#EDITORIAL Hartazgo

En la nota Editorial posterior a las elecciones regionales, titulamos con un petitorio: “Más coherencia, por favor”.

Decíamos, en esa ocasión, que “un puñado de partidos no puede ir, de error en error, sepultando la esperanza de todos en la búsqueda de una salida de este interminable, sórdido y mortal túnel”.

Criticábamos que la MUD, o cuanto queda de ella, hubiese dejado al garete a partidos y “dirigentes”, en medio de “una sarta ininteligible, cual Torre de Babel, de posiciones aparentemente espontáneas, en solitario, y de continuo contradictorias”.

Pues bien, la experiencia se repitió, con peores ribetes de incongruencia, unas semanas después, en las municipales. Ahí están los resultados, que más deplorables no podrían ser. Y ni después del 15 de octubre, ni ahora, se ha producido el análisis pertinente, la búsqueda de explicaciones a la frustración que llevó a abstenerse a una inmensa mayoría de ciudadanos. Una palabra, ésa sí, podría definir, ahora, el estado de ánimo colectivo: ¡Hartazgo!

El país está harto de los desafueros del Gobierno, sumido en la impotencia que lo aplasta, arrollado por un pavoroso cuadro económico y social; pero, asimismo, cansado de las torpezas e inconsecuencias de los llamados “factores democráticos”.

Desde lejos, se ven las costuras de la ambición personalista. El ego desbordado de figurones fatuos, presumidos, quienes se creen unos iluminados capaces de flotar por encima de la esperanza y el destino del resto de los mortales. Ha quedado en evidencia el cálculo mezquino, que envenenó la unidad y no permite abrazar ninguna causa, ni estrategia, si ella no asegura, a cambio, un jugoso rédito político. Es algo que la gente, intuitiva, observa con incontenible repulsa; por eso opta por castigar a todos por igual, a la espera de una rectificación.

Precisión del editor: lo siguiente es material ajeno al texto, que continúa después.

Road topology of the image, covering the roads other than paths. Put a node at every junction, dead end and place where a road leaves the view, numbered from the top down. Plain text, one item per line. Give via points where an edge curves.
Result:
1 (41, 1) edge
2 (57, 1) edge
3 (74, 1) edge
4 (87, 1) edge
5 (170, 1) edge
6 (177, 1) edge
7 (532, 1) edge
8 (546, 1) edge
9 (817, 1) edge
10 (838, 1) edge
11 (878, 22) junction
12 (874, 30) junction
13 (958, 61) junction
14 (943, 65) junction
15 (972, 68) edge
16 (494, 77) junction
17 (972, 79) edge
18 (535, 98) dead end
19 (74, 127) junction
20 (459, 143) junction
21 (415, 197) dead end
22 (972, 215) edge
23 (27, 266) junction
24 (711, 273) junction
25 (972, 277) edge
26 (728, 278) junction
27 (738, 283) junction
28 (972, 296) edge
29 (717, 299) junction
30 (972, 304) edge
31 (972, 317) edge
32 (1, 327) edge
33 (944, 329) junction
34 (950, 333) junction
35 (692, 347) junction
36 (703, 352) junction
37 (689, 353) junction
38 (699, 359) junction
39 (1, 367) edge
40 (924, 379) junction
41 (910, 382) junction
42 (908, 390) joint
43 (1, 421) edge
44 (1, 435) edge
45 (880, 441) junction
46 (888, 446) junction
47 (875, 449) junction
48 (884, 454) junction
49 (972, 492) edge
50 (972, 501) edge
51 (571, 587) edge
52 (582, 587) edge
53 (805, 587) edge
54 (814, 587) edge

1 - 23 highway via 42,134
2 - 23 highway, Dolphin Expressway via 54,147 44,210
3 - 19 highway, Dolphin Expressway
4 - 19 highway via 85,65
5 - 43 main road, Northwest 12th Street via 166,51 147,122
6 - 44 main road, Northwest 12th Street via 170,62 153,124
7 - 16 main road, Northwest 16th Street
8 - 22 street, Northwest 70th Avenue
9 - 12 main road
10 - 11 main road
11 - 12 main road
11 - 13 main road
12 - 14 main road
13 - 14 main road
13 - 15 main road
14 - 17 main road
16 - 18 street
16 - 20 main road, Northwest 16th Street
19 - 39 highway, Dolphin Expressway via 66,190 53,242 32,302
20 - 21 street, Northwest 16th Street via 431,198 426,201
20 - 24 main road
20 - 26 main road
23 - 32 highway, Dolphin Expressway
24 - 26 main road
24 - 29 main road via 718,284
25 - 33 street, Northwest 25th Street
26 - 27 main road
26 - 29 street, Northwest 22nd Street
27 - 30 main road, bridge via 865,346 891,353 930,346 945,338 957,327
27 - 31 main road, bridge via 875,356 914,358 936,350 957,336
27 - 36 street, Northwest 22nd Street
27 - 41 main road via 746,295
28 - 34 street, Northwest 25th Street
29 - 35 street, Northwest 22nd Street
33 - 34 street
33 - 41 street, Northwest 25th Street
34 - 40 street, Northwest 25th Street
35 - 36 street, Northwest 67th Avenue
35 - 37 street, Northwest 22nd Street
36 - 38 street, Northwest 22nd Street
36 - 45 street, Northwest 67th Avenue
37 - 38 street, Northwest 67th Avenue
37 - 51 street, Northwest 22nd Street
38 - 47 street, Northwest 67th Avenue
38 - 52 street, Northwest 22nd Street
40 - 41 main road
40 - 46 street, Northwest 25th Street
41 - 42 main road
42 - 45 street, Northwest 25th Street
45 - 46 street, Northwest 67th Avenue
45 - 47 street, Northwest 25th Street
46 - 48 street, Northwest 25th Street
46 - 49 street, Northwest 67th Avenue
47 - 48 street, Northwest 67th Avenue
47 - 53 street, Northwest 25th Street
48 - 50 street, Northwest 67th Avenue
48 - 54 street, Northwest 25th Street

En esa espesa sensación de naufragio cerramos el año. Una Navidad estrecha, silente y opaca, envuelve el ambiente de hogares abatidos por la crisis, mientras, por ejemplo, Brasil y Argentina superan la recesión, y Perú crecerá 3,8 % ¿Qué nos podría deparar 2018? Los vaticinios son ciertamente inquietantes. En el umbral de un default (impago de la deuda externa), con una moneda volatizada, el FMI pronostica una contracción económica de más de 10 % y una inflación de 2.349,3 %

El próximo año debe haber elecciones presidenciales y si las cosas siguen como van, pese a todos los cataclismos económicos y sociales, los irracionales dictados de la política, que al parecer marcha por caminos distintos, podrían depararnos la más grande de las turbaciones.

Con un CNE que es capaz de informar en boletín oficial que en los desiertos centros de votación del 10 de diciembre se expresaron más de nueve millones de electores, sin mínimas garantías de transparencia, un proceso electoral adelantado, como se pretende, sin MUD, ni tarjeta única, ni posibilidades claras de ir a unas primarias que respondan al espíritu unitario que aportó tantos triunfos en el pasado, la mesa estará servida para el zarpazo definitivo.

Hay tiempo de evitarlo, es verdad, pero no el suficiente como para malgastarlo en controversias bastardas.